YOUR GOAL:
Scan the data below and work out how many of its lines contain the word "Сандугаш". Give only that number.

-=-=-

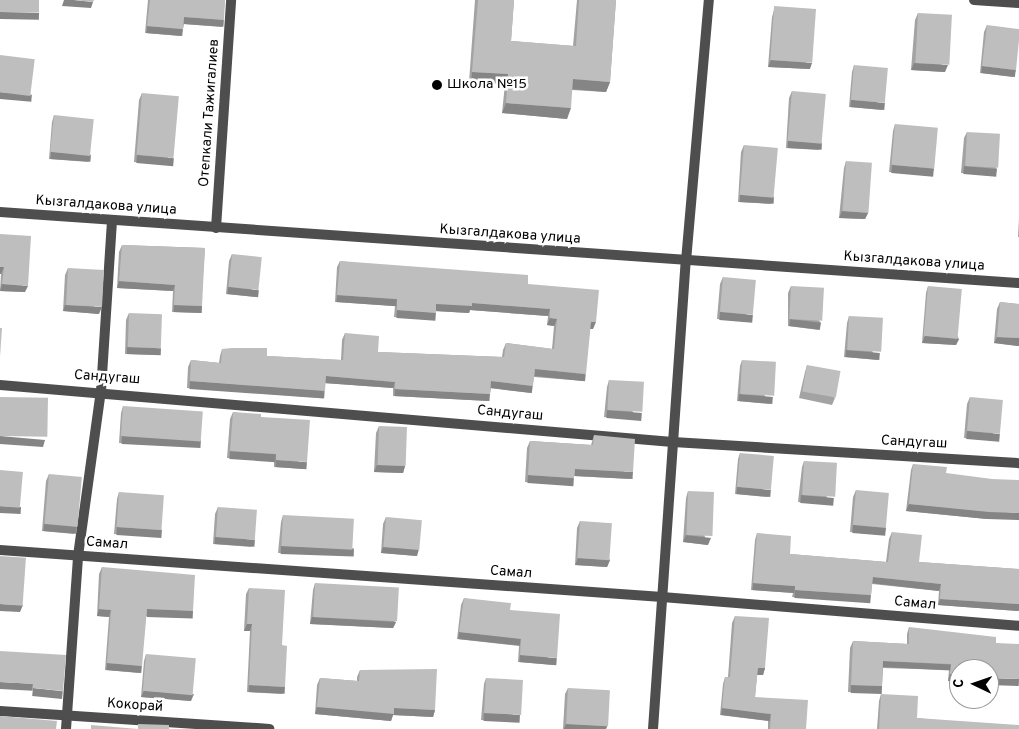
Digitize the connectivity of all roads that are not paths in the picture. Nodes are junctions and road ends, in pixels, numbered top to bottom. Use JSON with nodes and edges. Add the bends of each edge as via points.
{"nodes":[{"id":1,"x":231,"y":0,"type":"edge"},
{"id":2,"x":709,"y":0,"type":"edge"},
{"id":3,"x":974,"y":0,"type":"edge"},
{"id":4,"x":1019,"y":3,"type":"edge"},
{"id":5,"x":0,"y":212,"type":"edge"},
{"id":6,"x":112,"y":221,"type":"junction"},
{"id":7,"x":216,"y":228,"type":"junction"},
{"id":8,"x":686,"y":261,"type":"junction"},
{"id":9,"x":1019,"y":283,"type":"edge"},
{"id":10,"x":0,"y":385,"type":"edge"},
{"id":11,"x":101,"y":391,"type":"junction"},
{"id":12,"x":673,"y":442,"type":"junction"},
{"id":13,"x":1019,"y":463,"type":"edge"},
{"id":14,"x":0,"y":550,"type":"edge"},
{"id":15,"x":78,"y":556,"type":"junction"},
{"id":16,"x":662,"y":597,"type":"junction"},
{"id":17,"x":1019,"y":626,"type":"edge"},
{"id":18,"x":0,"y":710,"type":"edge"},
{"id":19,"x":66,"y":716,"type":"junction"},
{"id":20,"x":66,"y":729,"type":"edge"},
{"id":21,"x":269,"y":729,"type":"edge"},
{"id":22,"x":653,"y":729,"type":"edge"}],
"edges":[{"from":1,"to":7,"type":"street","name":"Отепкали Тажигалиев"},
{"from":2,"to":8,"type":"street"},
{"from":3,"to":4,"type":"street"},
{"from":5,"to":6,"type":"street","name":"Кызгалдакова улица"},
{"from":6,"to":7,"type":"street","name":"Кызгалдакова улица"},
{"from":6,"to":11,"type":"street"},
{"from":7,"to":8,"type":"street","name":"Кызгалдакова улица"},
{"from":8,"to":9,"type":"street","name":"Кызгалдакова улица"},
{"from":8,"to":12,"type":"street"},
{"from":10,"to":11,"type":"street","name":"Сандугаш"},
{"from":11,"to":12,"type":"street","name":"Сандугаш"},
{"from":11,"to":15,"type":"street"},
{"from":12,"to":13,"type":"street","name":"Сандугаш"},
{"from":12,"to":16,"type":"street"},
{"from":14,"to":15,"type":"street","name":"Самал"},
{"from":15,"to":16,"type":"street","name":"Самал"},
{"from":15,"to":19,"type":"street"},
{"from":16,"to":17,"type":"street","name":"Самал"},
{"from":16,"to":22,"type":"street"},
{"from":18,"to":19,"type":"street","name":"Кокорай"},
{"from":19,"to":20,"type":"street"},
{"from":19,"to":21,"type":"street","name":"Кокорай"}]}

-=-=-

EXERCISE RESULT:
3